I have been trying to watch PBS's American Masters episode on Annie Leibovitz for probably a month now. I snatch a few minutes while Josh bathes Dash or does the dishes after dinner. Today I got home from work early enough that I could lie on the floor with the baby while he called every number in my cell phone and watched maybe ten minutes.
We were on to her work in Sarajevo and they began to show photos that I had forgotten about. The ones that Susan Sontag encouraged her to take. No celebrities or saturated colors. Nothing but black and white, with the black usually representing blood.
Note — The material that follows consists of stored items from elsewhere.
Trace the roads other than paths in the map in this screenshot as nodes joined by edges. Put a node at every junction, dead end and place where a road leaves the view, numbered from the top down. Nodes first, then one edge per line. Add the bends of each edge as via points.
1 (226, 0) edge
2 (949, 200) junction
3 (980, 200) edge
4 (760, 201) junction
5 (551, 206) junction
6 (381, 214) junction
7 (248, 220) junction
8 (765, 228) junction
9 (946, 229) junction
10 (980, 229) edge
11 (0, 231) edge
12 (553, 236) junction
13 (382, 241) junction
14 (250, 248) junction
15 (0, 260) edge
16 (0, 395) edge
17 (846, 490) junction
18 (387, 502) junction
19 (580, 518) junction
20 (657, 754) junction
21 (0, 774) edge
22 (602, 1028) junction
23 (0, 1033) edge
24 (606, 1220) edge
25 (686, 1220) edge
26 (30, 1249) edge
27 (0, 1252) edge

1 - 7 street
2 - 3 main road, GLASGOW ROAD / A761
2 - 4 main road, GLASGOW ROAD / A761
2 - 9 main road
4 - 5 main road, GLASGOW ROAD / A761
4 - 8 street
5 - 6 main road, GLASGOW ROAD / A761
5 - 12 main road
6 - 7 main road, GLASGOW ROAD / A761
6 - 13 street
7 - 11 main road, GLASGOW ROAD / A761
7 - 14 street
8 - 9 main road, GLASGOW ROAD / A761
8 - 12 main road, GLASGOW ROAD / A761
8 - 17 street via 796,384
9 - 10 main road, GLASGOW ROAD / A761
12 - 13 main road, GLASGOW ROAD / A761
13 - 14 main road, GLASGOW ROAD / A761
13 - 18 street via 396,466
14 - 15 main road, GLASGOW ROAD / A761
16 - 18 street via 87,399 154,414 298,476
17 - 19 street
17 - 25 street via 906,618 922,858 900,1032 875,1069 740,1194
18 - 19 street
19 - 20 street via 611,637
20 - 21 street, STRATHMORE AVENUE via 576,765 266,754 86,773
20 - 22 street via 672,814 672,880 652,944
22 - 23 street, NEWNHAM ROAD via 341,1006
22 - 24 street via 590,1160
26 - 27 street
Giving birth removed most of my skin. I cry every single day, usually twice a day (on my way to work then back home again), listening to NPR. Every single story of a lost soldier or corrupt government makes me weep for parents of children everywhere. And today I cried a little extra. Leibovitz's photograph of a downed bicycle and swath of blood brought me immediately to my knees.
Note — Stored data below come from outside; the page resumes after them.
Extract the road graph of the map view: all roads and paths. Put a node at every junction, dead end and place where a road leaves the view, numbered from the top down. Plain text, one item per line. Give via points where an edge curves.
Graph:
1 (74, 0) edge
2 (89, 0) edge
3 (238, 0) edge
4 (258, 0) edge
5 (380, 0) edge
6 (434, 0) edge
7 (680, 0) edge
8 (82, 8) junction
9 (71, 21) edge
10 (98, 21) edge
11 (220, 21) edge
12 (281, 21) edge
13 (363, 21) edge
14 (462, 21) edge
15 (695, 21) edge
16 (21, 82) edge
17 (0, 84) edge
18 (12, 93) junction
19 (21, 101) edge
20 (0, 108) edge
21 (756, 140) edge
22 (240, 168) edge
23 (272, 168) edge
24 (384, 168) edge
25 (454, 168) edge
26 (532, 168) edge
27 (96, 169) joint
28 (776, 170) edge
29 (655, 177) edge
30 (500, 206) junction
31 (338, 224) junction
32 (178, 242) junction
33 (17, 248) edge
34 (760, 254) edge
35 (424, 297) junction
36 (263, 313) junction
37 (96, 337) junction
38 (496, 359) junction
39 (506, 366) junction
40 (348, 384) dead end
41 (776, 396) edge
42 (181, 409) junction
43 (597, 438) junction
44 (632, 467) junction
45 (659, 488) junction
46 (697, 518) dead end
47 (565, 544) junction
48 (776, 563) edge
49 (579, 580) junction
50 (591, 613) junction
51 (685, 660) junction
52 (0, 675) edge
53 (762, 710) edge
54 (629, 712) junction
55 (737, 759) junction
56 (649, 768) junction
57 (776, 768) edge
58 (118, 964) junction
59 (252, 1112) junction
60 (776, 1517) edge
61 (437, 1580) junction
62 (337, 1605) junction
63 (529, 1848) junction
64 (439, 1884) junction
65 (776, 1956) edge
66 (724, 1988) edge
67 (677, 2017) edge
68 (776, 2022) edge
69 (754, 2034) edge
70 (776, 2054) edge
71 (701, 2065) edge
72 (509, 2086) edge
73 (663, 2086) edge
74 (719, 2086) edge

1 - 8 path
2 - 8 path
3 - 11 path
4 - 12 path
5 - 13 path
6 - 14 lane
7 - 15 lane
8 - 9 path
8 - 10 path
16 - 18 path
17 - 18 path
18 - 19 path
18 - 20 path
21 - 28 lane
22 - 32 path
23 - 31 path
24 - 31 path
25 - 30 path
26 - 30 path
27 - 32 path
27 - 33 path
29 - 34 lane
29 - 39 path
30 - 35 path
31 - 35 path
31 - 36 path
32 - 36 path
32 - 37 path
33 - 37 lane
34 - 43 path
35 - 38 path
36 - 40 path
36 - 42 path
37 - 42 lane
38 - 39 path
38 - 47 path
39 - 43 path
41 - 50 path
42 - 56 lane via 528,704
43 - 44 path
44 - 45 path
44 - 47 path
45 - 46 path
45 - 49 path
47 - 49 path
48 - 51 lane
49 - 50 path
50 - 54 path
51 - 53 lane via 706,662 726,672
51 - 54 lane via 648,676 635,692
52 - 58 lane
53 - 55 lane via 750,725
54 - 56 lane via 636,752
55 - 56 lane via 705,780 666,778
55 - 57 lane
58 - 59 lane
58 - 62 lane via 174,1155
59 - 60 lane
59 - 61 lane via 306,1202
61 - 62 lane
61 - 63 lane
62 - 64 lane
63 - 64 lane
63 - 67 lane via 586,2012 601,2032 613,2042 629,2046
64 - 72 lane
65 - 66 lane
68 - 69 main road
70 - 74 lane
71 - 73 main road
But as I cried I was also thoughtlessly running my fingers up and down Dash's spine and he started laughing in that insane, stomach-cramping way that babies laugh when they really mean it. So the house contained, simultaneously, a mother weeping for someone's lost child in Sarajevo 15 years ago, and a baby laughing raucously at having his back tickled.
I wish I had the skill and the words to speak more eloquently about the duality of motherhood. About the terror that tempers every moment of joy. About the fact that laughing and crying, in some sense, must always happen simultaneously now. About the knowledge that we have to teach our children to endure and grow through pain in order to ensure that they will fully enjoy their lives.
But in any case, that is what happened, in the most cartoonish, literal sense, in my living room this evening before dinner.
2 comments:
So much of motherhood is a duality. A lot of times I feel my life is a constant paradox in which I am living two feelings/emotions/actions at the same time.
Beautifully put, and accurate (for me, at least). As a stay-at-home Dad, I so can understand that duality. Thanks.